(Records from a dataset)
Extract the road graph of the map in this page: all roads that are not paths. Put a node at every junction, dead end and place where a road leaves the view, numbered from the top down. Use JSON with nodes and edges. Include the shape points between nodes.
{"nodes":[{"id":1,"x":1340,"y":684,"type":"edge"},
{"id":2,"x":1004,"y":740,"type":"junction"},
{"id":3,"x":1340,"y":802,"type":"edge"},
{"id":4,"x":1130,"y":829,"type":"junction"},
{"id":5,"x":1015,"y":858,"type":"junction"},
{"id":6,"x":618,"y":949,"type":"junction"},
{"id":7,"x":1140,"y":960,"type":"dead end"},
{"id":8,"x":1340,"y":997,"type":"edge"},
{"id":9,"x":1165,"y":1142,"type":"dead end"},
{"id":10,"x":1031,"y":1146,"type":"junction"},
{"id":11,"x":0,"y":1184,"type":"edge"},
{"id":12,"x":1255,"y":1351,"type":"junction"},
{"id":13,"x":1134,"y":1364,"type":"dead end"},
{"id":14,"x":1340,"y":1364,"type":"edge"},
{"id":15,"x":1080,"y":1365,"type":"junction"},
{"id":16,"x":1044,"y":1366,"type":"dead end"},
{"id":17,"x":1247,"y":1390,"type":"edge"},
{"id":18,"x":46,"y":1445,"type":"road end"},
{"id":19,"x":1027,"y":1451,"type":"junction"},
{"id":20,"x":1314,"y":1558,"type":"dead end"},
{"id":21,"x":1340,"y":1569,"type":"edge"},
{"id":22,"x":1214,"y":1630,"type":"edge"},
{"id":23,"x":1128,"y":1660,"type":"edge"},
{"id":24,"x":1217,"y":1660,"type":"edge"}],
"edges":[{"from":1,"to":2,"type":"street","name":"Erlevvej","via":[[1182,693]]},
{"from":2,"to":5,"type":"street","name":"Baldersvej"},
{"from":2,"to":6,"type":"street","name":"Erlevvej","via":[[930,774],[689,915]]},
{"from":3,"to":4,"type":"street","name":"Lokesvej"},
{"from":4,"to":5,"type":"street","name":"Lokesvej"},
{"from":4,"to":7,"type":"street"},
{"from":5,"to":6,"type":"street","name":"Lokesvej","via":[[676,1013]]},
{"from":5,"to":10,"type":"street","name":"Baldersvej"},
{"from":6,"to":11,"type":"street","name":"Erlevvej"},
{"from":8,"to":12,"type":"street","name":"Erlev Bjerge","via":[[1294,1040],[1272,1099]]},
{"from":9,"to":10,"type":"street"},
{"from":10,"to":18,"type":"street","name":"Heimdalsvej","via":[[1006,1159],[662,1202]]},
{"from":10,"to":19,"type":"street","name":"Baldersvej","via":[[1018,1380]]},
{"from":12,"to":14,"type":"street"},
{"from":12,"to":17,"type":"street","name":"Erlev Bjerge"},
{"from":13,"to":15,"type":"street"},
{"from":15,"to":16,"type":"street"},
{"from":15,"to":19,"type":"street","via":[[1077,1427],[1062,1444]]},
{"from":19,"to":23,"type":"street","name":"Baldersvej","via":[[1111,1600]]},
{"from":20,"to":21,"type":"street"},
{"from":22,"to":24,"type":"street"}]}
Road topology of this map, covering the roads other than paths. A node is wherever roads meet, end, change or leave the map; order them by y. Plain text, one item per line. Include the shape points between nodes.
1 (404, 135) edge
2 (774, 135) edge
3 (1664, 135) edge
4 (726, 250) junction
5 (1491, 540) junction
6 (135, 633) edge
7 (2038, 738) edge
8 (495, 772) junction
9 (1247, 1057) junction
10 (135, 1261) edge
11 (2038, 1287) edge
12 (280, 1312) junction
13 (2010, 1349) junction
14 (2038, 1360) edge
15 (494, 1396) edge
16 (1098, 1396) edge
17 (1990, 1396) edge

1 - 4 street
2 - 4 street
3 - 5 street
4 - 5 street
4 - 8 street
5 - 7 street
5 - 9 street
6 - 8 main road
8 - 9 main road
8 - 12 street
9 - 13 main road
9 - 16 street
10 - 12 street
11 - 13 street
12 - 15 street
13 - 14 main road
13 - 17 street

Directions: Determine how many lines above contain "Include" and respond with that number only.

Answer section: 2